Neurosurgery. 1986 Jan;18(1):12-6. doi: 10.1227/00006123-198601000-00003.

Abstract

The incidence of hydrocephalus and vasospasm and the relationship between them were analyzed retrospectively in 87 patients with subarachnoid hemorrhage from ruptured intracranial aneurysms. Sixty-seven per cent of the patients showed ventricular enlargement on a computed tomographic scan done within 30 days of the hemorrhage; in patients whose first scan was done within 3 days of the hemorrhage, 63% seemed to have ventricular enlargement by a neuroradiologist's interpretation. Shunts were required in 14% of the patients because of delayed neurological deterioration or enlarging ventricles; 3% required ventriculostomy shortly after admission. Seventy-four per cent of the patients had angiographic spasm on an angiogram done within the first 30 days after hemorrhage. Sixty-two per cent of the patients had both hydrocephalus and vasospasm: 22% had neither. Five per cent had hydrocephalus, but no spasm; 11% had spasm, but no hydrocephalus.
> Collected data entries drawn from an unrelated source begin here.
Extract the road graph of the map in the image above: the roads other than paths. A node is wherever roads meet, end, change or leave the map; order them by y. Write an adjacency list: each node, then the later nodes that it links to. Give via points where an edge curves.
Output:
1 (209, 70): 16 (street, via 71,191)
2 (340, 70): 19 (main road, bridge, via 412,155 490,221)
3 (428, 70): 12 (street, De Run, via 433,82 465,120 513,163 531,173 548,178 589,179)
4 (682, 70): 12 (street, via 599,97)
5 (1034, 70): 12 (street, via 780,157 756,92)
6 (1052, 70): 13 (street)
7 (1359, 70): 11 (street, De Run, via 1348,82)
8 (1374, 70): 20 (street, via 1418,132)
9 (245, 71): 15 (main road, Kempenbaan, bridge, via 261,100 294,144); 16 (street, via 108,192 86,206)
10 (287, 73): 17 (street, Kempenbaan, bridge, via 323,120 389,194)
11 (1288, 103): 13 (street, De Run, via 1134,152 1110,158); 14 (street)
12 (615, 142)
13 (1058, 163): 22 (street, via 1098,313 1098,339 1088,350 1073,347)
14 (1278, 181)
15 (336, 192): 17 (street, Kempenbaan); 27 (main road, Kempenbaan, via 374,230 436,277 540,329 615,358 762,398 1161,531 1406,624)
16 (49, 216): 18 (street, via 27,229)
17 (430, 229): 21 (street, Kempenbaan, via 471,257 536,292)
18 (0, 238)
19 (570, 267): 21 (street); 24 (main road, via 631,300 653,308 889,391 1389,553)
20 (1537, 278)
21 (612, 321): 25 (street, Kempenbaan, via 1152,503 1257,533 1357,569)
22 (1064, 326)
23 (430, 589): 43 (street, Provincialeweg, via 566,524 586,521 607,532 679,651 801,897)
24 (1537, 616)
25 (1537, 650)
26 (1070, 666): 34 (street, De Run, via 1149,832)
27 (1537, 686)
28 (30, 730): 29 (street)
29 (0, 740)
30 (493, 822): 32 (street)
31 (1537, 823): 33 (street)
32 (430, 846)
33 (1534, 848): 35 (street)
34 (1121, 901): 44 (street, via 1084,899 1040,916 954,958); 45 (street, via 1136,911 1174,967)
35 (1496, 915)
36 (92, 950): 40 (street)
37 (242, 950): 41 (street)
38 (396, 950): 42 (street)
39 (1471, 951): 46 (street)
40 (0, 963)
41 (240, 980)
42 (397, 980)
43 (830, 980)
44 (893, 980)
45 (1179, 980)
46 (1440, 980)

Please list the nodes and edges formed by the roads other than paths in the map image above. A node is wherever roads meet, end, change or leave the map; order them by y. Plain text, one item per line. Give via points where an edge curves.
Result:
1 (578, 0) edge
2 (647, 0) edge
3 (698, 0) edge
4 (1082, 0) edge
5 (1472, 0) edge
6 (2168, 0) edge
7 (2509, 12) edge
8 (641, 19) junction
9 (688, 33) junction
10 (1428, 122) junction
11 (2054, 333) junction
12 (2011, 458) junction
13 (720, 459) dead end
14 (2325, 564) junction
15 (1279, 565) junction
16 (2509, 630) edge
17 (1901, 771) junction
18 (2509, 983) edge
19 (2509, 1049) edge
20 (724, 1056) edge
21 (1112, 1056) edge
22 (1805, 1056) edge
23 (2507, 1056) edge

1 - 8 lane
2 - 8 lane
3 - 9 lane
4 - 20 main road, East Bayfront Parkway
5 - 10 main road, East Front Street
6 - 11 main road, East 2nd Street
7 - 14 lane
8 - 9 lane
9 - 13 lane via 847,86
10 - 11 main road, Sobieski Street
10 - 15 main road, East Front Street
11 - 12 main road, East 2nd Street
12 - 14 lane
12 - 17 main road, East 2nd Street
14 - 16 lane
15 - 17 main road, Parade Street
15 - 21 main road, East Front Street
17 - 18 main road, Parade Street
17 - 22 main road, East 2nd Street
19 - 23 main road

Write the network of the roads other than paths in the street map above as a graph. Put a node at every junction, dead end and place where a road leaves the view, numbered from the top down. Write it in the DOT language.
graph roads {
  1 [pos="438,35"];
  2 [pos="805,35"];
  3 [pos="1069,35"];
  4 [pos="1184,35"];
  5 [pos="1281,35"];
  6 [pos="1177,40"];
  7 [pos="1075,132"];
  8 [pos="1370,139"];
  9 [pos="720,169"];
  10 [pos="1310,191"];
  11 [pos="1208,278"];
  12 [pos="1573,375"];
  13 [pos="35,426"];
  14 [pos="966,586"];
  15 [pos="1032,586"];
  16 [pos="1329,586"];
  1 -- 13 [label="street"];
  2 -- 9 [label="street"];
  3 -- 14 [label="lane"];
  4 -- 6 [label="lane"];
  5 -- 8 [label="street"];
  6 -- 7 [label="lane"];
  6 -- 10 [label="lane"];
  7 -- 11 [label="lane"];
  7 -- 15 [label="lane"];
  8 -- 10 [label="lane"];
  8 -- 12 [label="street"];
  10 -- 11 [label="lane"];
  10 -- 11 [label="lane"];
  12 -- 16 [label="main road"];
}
Hydrocephalus and vasospasm were significantly associated (P less than 0.01, chi2). These data document a high incidence of mild ventricular enlargement and angiographic vasospasm after subarachnoid hemorrhage. They also emphasize that these two sequelae of subarachnoid hemorrhage are closely linked, probably by the presence of blood in the basal cisterns obstructing cerebrospinal fluid flow and surrounding arteries there.

摘要

对87例颅内动脉瘤破裂所致蛛网膜下腔出血患者的脑积水和血管痉挛发生率及其之间的关系进行了回顾性分析。67%的患者在出血后30天内进行的计算机断层扫描显示脑室扩大;在出血后3天内进行首次扫描的患者中,经神经放射科医生解读,63%的患者似乎有脑室扩大。14%的患者因神经功能恶化延迟或脑室扩大而需要分流;3%的患者在入院后不久需要进行脑室造瘘术。74%的患者在出血后30天内进行的血管造影显示有血管痉挛。62%的患者既有脑积水又有血管痉挛:22%的患者两者均无。5%的患者有脑积水但无痉挛;11%的患者有痉挛但无脑积水。脑积水和血管痉挛显著相关(P<0.01,卡方检验)。这些数据表明蛛网膜下腔出血后轻度脑室扩大和血管造影血管痉挛的发生率很高。它们还强调,蛛网膜下腔出血的这两种后遗症密切相关,可能是由于基底池内的血液阻碍了脑脊液流动以及周围动脉所致。